__Required action__
Across the entries that follow, work out the number of lines containing the string "Closerie", and state it alone.

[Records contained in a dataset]
BEGIN
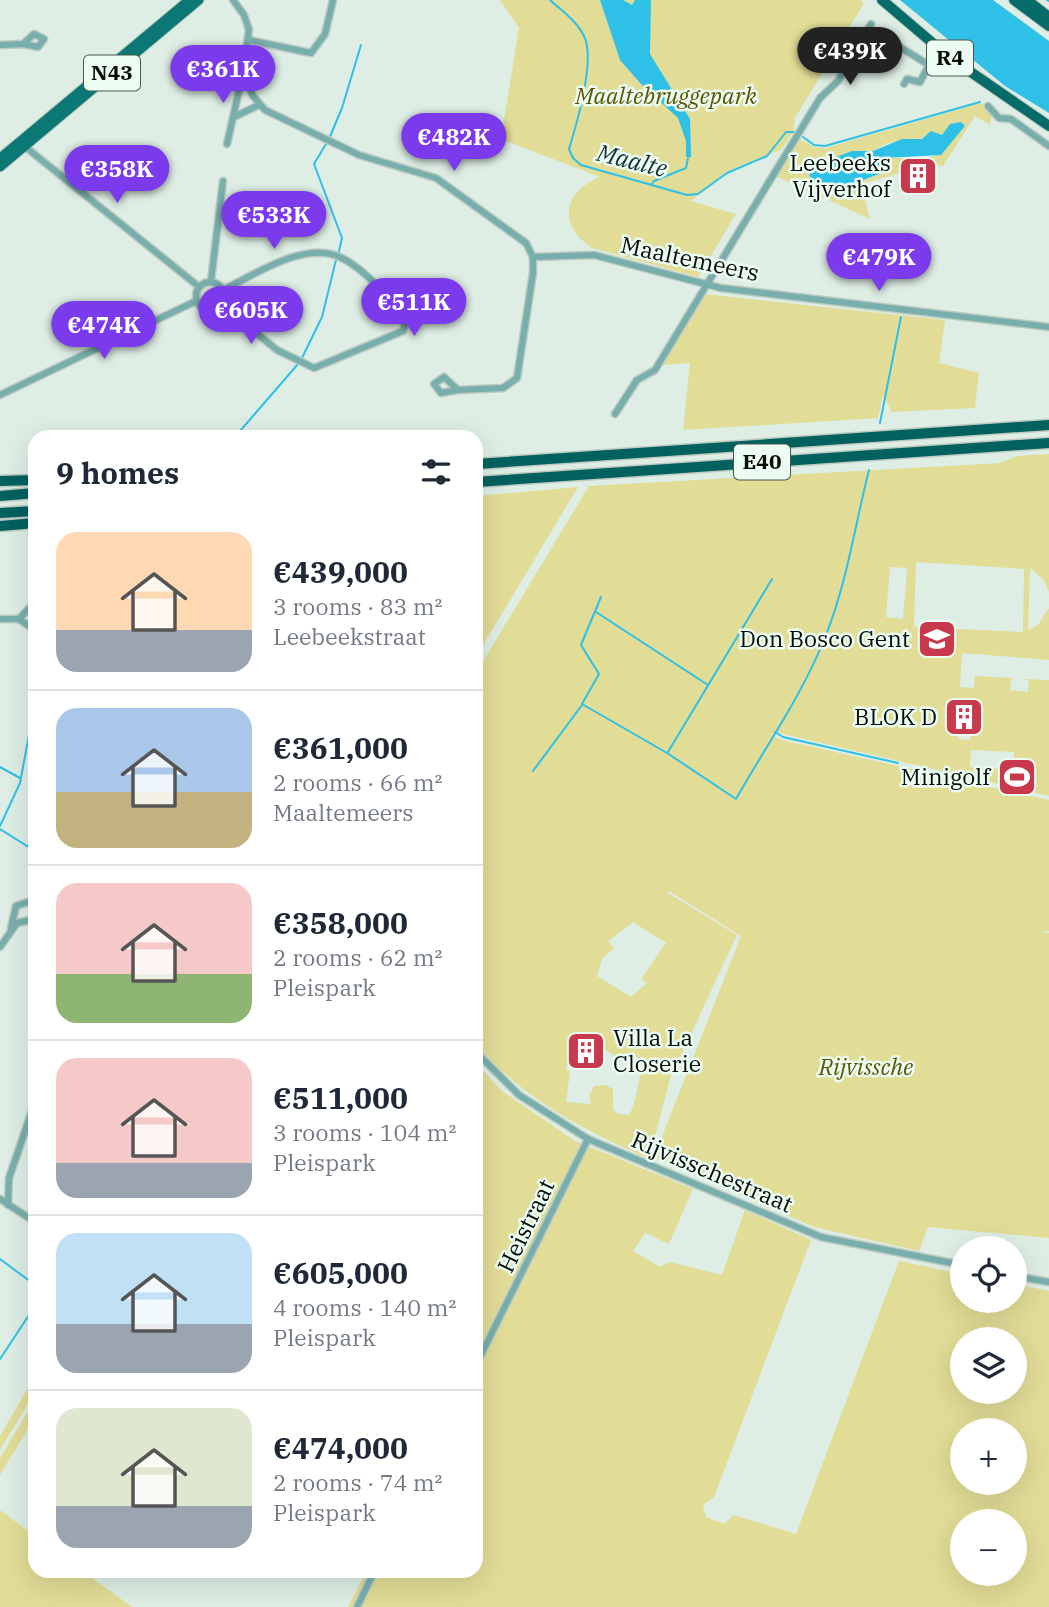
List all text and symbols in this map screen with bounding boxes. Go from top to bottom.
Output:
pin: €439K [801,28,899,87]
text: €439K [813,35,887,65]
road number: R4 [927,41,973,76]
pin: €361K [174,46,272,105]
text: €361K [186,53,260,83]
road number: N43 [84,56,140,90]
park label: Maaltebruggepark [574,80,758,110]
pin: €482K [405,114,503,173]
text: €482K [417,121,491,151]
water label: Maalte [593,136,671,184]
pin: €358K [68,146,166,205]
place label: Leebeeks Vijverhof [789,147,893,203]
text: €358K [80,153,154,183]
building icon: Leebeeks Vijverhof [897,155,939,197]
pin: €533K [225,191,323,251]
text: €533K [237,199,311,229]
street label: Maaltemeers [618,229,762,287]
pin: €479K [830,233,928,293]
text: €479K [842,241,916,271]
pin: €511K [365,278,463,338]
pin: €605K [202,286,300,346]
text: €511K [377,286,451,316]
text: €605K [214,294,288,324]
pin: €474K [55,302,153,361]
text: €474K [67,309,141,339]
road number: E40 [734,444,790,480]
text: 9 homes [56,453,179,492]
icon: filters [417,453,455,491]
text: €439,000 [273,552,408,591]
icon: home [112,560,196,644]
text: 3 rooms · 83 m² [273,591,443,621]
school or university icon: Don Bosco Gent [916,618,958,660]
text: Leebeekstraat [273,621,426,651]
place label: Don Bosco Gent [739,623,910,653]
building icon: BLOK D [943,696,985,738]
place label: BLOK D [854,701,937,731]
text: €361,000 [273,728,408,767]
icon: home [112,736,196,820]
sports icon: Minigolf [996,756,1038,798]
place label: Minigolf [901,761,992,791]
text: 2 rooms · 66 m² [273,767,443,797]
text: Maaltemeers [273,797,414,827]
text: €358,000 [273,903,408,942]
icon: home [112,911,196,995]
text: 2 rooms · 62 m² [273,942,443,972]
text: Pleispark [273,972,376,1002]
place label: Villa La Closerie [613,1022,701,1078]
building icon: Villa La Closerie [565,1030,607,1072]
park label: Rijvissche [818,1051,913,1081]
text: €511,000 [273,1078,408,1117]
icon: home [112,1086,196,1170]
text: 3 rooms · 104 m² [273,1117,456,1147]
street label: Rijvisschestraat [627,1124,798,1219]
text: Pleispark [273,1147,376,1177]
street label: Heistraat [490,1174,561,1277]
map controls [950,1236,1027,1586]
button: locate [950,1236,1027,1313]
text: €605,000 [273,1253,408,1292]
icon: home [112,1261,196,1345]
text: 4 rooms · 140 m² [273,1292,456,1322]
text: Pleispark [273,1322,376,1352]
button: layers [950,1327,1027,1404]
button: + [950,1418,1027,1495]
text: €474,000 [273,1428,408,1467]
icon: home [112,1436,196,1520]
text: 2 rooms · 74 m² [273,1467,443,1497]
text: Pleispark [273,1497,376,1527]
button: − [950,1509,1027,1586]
END
BEGIN
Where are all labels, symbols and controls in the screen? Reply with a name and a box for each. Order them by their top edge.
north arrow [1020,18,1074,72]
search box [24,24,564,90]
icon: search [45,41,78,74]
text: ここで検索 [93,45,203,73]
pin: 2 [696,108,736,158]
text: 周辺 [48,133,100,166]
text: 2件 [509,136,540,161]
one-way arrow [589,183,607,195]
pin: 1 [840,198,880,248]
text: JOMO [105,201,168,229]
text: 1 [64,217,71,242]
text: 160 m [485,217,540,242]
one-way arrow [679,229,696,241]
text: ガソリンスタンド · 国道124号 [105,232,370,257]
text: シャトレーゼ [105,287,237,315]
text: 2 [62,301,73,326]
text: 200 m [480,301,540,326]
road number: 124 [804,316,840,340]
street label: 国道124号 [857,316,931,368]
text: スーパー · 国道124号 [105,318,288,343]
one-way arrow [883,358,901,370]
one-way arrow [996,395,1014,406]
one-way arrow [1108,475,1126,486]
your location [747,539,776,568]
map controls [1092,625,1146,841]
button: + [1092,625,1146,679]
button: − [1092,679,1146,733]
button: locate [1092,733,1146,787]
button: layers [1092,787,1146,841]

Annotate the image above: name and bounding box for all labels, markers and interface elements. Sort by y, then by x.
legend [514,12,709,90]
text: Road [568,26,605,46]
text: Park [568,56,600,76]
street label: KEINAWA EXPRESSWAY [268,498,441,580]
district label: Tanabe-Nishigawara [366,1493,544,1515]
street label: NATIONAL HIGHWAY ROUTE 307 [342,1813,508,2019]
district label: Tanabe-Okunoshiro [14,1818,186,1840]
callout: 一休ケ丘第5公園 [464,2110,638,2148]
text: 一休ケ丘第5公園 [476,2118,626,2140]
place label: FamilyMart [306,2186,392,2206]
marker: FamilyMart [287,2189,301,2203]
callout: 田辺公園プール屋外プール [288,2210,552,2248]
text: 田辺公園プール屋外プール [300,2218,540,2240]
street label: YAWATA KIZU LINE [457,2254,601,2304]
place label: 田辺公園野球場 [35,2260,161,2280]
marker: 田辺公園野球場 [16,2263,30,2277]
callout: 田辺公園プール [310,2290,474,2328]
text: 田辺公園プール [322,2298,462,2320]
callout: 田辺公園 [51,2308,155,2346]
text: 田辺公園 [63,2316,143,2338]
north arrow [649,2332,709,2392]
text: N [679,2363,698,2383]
END
__Output of the task__
2